- Exercise requirements -
Where a line of the records contains the word "Wharf", show that line.

- Data excerpts -
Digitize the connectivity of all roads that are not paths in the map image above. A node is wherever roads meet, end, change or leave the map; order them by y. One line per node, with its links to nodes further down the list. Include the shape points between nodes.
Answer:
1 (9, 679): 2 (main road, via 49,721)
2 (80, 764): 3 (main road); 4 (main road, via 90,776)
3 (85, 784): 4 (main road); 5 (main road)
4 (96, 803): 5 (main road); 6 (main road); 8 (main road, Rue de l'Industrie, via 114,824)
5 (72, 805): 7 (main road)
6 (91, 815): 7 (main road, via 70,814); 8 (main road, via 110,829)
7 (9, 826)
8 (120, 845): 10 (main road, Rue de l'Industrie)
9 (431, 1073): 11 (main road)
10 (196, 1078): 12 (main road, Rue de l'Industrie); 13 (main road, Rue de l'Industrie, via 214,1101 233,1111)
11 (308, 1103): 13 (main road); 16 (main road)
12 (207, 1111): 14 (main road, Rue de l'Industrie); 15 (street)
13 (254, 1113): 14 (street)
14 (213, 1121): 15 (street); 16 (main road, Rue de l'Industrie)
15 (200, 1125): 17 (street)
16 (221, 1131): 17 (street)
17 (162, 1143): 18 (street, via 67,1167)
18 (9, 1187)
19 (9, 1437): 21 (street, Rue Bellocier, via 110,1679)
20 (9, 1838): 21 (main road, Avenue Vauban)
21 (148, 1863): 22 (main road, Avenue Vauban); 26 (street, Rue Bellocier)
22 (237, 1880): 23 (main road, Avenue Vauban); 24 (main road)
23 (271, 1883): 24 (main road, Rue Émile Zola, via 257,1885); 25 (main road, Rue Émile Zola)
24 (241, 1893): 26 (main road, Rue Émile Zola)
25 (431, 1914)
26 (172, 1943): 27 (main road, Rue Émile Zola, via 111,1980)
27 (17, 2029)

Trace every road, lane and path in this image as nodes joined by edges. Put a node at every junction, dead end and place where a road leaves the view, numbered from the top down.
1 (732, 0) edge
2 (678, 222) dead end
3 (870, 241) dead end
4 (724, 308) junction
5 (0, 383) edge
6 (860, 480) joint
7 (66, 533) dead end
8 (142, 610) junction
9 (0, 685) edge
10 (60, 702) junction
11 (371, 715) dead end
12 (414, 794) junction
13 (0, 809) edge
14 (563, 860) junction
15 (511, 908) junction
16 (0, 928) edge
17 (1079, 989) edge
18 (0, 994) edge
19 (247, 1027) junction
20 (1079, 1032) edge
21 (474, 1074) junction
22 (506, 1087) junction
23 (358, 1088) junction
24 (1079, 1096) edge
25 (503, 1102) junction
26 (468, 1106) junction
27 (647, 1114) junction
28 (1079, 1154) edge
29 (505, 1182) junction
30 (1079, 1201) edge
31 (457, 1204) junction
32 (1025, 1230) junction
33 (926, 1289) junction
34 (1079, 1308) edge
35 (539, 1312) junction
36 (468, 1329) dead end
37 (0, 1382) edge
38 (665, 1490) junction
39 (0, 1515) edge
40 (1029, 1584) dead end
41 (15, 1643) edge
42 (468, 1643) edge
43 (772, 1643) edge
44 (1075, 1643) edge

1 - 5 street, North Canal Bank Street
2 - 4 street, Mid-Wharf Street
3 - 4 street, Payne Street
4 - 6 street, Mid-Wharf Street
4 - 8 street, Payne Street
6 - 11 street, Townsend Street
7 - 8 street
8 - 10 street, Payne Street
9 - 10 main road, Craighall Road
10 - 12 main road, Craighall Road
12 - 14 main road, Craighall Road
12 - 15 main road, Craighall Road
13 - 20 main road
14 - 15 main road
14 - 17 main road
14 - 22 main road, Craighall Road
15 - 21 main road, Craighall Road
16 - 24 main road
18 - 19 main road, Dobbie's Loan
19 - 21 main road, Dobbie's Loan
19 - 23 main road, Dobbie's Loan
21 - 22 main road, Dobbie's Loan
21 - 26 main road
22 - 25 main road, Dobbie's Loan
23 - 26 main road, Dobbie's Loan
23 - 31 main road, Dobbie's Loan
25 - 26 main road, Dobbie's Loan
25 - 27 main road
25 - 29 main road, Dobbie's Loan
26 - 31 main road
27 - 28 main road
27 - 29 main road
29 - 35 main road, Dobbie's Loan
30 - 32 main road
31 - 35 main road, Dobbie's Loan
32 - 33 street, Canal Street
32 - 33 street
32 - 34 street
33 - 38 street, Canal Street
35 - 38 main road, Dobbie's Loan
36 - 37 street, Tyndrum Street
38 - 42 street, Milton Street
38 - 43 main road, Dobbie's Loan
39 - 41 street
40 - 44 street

- Answer to this problem -
2 - 4 street, Mid-Wharf Street
4 - 6 street, Mid-Wharf Street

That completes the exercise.